No Supermercado Cambará, a palavra dos clientes tem tanto valor quanto os intermináveis cadastros utilizados pelas operadoras de cartões para liberar crédito. Fundado há 45 anos pelo patriarca José Lazari, de 72 anos, no Jardim Cambará, na zona leste de Londrina, o estabelecimento é do tempo em que os fregueses faziam compras e anotavam na "caderneta" para pagar no fim do mês. Com a informatização, as anotações foram abandonadas, mas a prática de vender "fiado" permaneceu, agora modernizada por um sistema desenvolvido especificamente para atender os clientes antigos que preferem pagar a conta diretamente para os donos, sem a intermediação de instituições financeiras.
O supermercado é atualmente administrado pelos filhos do fundador: Egberto, de 46, Marcelo, de 44 e Alexandre, de 38. Eles explicam que os clientes têm um código e uma senha que utilizam para fazer as compras. No prazo combinado para o pagamento, eles vão ao estabelecimento, recebem um extrato e fazem o acerto. "A cada compra, eles ficam com o cupom fiscal para fazerem o controle", acrescenta Egberto.
A solução foi adotada para privilegiar os clientes antigos, acostumados ao esquema da caderneta, mas acabou caindo nas graças das novas gerações das mesmas famílias. "Antes de utilizar nosso próprio sistema, até tentamos com empresas que administram cartões, mas não deu certo. Os clientes não gostavam de ter que pagar o boleto no banco", conta. Além disso, direto com os donos do mercado há sempre possibilidade de negociar. "Se o salário da pessoa atrasa, a gente também espera um pouco para receber sem cobrar juros", exemplifica.
O critério para oferecer o benefício aos clientes independe de cadastros minuciosos, com apresentação de vários documentos e comprovação de renda. "A gente oferece crédito para pessoas que conhecemos há muitas décadas.
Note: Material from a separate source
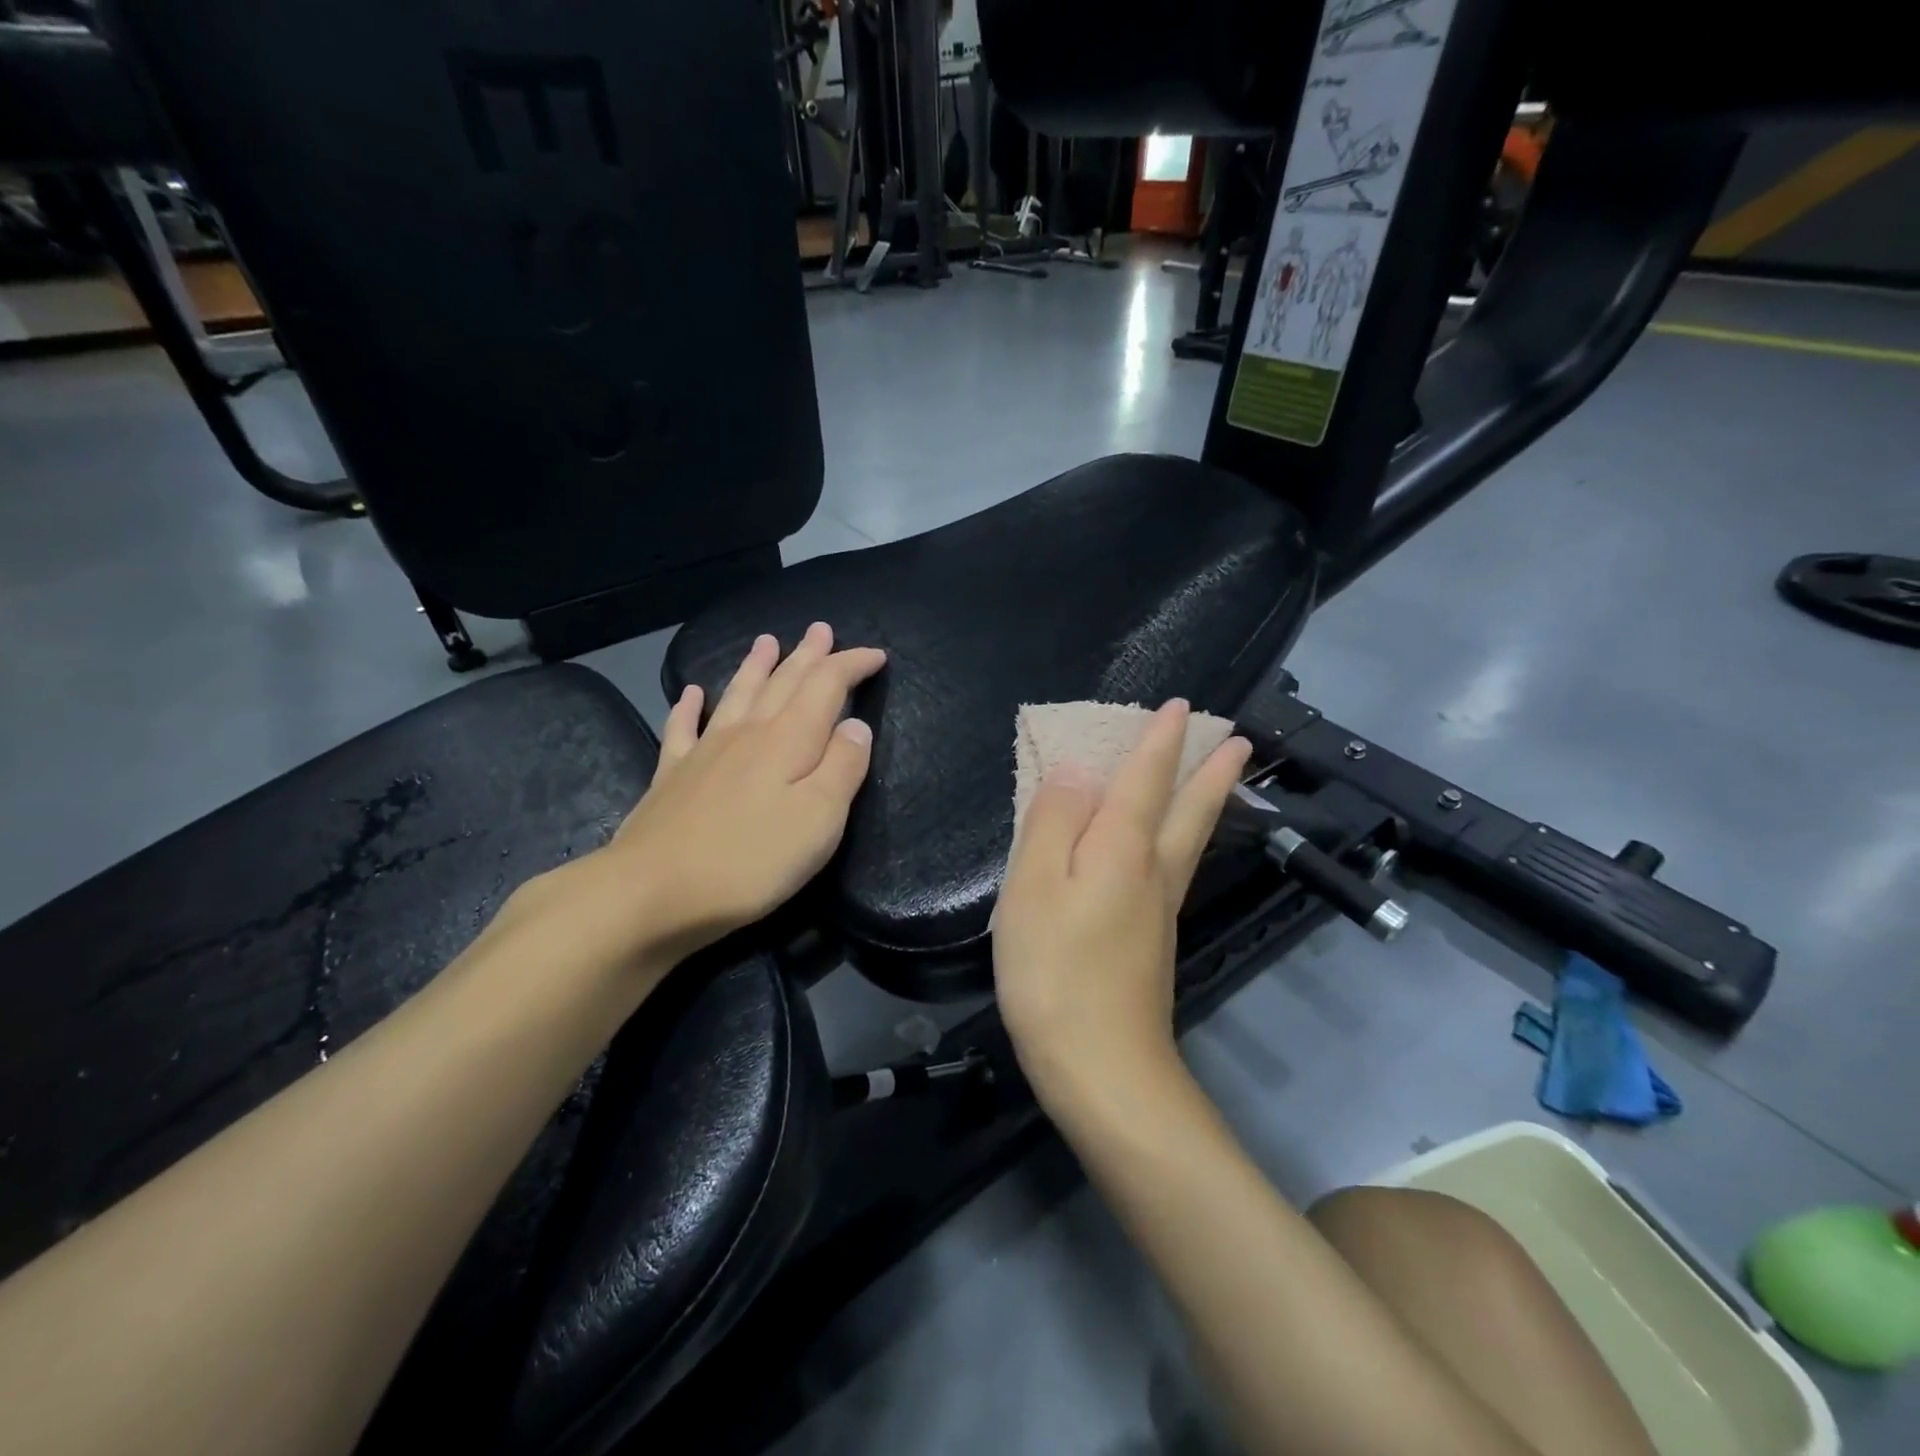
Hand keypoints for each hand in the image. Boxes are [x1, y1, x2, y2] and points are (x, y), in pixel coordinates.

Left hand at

Não precisamos pedir comprovante de renda", dizem os três, que foram criados no supermercado. A relação de confiança traz diversas vantagens. Uma delas é o baixo índice de inadimplência, que não atinge 1%. Além disso, eles mantiveram a fidelidade da freguesia, que prefere comprar no Cambará apesar da concorrência das grandes redes. "Dessa forma continuamos crescendo", disseram.
A dona de casa Antônia Petrachin da Silva, de 70, compra no supermercado há 45 anos, desde os tempos em que "era só uma portinha". "Não troco o Cambará por nenhum outro. Aqui, se eu tenho dinheiro eu compro. Se não tenho, compro do mesmo jeito", diz ela, que nunca atrasou o pagamento da conta para manter a confiança. "Quando meu marido recebe a aposentaria, é a primeira dívida que eu acerto. Comida é sagrada, né?", explica.
Dona Antônia admite que, no mundo atual, conseguir comprar a crédito é difícil, porque "ninguém mais confia na palavra do outro". É por isso que ela se mantém fiel ao Cambará. "O lugar onde eu mais compro é aqui", conta.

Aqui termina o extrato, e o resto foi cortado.